Focusing on customers is considered key to success
But how can they tap into new sources of revenue? Most of the banks (60%) agree that a stronger focus on customers is key. Banks that are able to place their customers even more clearly at the center of what they do will count among the winners in the long term. Only a small portion (19%) believe that purely product-focused measures will suffice to generate additional or new revenue streams. This assessment suggests that banks will base their activities even more on customers’ needs and demands in the future, rather than on the range of products they offer.
Clamping down on costs in the near term has to happen before a long-term reorientation can take place
Although the banks recognize that they need to fundamentally overhaul their business models, the focus will once again be on cost-effectiveness in the near term. 39% of banks (prior year: 32%) see costs as a priority issue for the next 12 months. This is the highest figure for the last three years. The stronger focus on costs is also a factor in the debate surrounding future compensation in the banking sector. Almost three quarters (71%) of the banks surveyed indicated that the compensation paid in the financial sector will be lower in the future.
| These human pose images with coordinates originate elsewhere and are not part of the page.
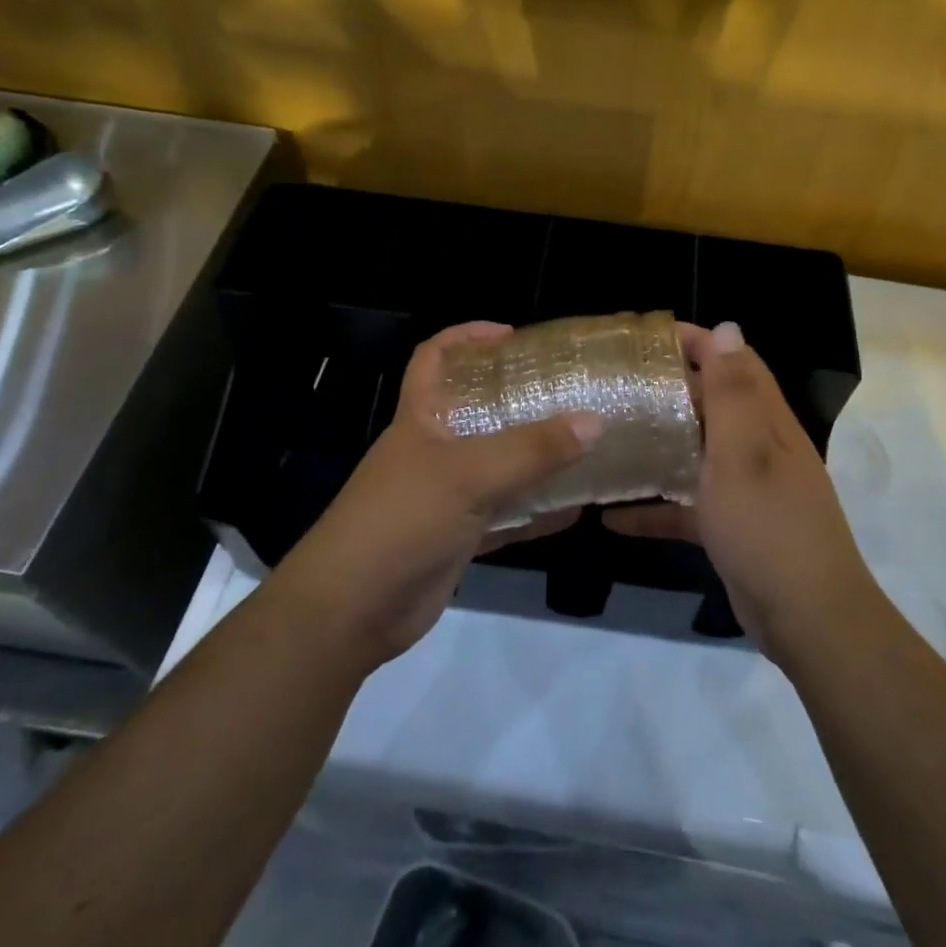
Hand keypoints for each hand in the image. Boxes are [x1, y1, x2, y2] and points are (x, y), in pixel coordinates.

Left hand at [268, 322, 598, 670]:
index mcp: (421, 418)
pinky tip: (574, 510)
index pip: (434, 357)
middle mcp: (433, 450)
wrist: (352, 610)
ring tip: (583, 444)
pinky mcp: (457, 537)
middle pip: (476, 409)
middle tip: (566, 392)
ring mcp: (445, 495)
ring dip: (534, 457)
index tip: (512, 336)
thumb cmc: (402, 520)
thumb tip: (593, 421)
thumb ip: (531, 450)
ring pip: (496, 465)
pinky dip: (535, 513)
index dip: (467, 336)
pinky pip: (505, 516)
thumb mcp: (468, 475)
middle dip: (516, 398)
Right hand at [605, 322, 877, 661]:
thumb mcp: (744, 454)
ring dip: (660, 443)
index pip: (734, 362)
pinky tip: (612, 517)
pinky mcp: (730, 526)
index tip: (647, 338)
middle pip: (712, 403)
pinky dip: (655, 506)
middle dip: (670, 387)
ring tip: (610, 434)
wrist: (807, 619)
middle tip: (617, 383)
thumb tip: (726, 328)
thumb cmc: (769, 527)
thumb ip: (732, 393)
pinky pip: (687, 506)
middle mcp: (758, 447)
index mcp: (766, 422)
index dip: (698, 342)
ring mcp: (744, 488)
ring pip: (697, 452)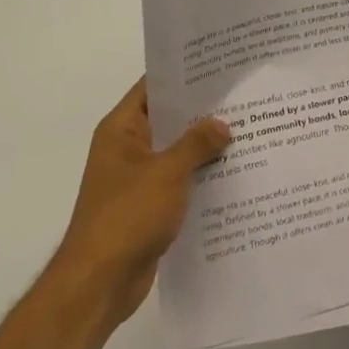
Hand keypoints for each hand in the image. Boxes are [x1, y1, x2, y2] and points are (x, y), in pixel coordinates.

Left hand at [50, 77, 229, 329]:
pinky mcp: (150, 207)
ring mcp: (138, 179)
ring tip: (249, 129)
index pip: (153, 88)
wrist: (98, 284)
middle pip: (169, 119)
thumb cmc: (127, 216)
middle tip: (245, 95)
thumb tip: (223, 125)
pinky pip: (181, 181)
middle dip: (204, 111)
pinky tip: (236, 171)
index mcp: (121, 130)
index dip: (183, 75)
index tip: (219, 65)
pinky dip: (203, 175)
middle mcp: (128, 149)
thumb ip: (197, 143)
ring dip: (207, 146)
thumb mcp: (167, 172)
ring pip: (178, 152)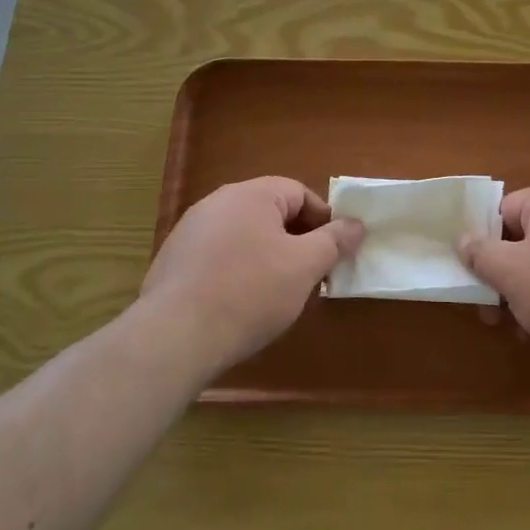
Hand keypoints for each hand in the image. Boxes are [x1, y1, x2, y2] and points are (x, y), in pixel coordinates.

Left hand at [139, 177, 363, 372]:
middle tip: (311, 274)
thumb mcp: (305, 266)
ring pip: (244, 236)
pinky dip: (237, 272)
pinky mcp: (173, 262)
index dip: (323, 220)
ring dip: (267, 257)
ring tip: (278, 293)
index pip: (299, 193)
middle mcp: (216, 203)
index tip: (334, 252)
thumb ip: (335, 241)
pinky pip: (218, 257)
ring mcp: (189, 232)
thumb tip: (356, 225)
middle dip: (296, 240)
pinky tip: (241, 304)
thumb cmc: (250, 292)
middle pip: (270, 213)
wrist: (175, 336)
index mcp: (250, 195)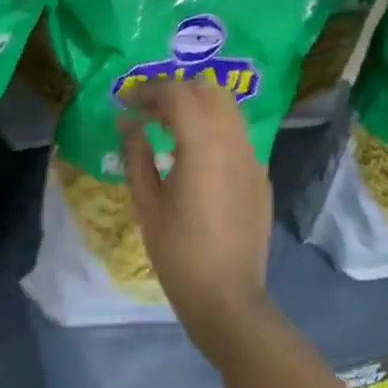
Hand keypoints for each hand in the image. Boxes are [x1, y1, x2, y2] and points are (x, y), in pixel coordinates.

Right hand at [118, 78, 272, 336]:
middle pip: (208, 89)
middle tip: (148, 111)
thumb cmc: (178, 251)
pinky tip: (195, 156)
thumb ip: (136, 153)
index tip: (126, 103)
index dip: (148, 90)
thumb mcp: (146, 201)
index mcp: (203, 143)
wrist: (227, 297)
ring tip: (168, 128)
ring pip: (227, 108)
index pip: (177, 93)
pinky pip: (237, 135)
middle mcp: (233, 141)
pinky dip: (214, 128)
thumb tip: (128, 123)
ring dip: (197, 106)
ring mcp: (252, 158)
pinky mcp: (260, 176)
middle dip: (175, 91)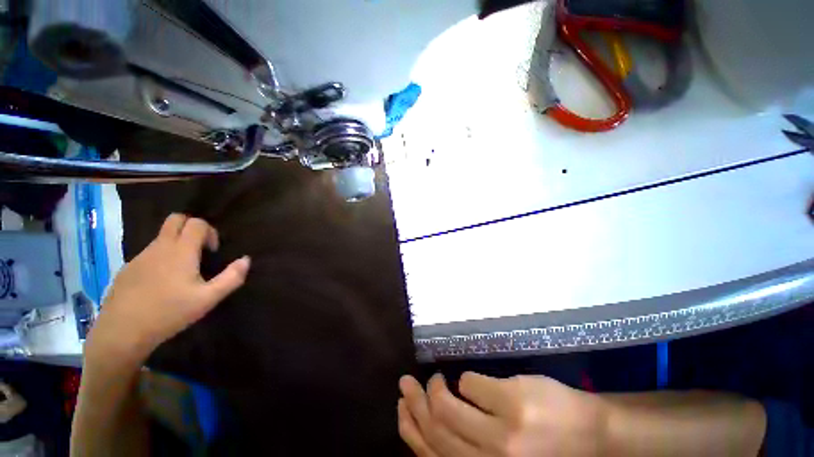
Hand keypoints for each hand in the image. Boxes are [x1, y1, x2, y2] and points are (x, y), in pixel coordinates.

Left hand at [88, 214, 250, 361]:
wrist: (122, 332)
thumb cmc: (169, 313)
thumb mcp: (208, 298)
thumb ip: (232, 277)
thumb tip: (246, 260)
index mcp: (180, 251)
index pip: (197, 223)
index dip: (210, 232)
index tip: (212, 251)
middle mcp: (159, 247)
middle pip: (175, 219)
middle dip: (191, 227)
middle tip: (199, 250)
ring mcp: (140, 256)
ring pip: (161, 237)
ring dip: (176, 245)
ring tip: (182, 272)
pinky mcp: (128, 268)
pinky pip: (149, 253)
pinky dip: (161, 258)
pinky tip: (161, 284)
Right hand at [398, 372, 608, 456]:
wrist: (593, 436)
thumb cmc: (546, 451)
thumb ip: (470, 448)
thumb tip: (436, 423)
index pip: (431, 455)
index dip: (409, 429)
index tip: (401, 406)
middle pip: (435, 428)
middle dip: (414, 402)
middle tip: (406, 382)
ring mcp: (501, 432)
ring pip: (447, 406)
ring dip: (434, 388)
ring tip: (434, 378)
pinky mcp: (511, 400)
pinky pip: (470, 382)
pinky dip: (464, 381)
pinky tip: (467, 381)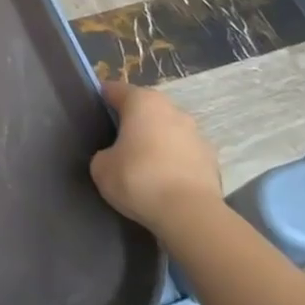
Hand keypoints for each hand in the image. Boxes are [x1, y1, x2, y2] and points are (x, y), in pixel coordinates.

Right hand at [89, 80, 222, 231]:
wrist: (190, 214)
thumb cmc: (138, 179)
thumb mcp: (101, 167)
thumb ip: (104, 153)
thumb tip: (113, 156)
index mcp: (142, 102)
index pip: (115, 90)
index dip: (101, 100)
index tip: (92, 115)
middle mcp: (172, 109)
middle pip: (145, 108)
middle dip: (132, 121)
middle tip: (116, 142)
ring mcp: (196, 133)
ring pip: (167, 129)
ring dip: (155, 140)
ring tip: (143, 166)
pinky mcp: (212, 158)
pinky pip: (184, 153)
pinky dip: (173, 161)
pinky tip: (164, 182)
Sustainability has so far only played a bigger role in financial investing, not lending
Sustainable investment has become more of an issue for investors and customers in recent years. The banks largely agree that this issue is more than just hype, and that the sustainable investment trend will persist in the long term (81%). At least a slim majority of banks (55%) expect to be able to play a significant role in the fight against climate change. It is therefore not surprising that 70% of banks intend to increase the range of sustainable investments they offer in the future. Although these survey results show that banks have discovered the topic of sustainable investment for themselves, it seems that this insight has not yet been fully incorporated into their advisory and investment processes or their reporting. The topic of sustainability is a mandatory component of the reporting process for fewer than a third of banks (30%), and just 9% reported that they inform their customers about the sustainability (ESG scores) of their portfolios through regular reports.
The issue of sustainability does not currently play an important role in loan financing by banks, however. Only a minority of 19% of the banks surveyed said that they take ESG factors into consideration when lending, and only 25% had any intention of taking these criteria into account in the future.
Bank customers are largely satisfied with their banks, but only two out of three believe that banks always act in their customers’ interests
The vast majority of bank customers (85%) are largely satisfied with their bank’s services. This is a very encouraging result for Swiss banks, and underscores the high quality of the service and advice they provide. However, the picture is less positive for the banks when it comes to the question of whether banks act in their customers’ interests.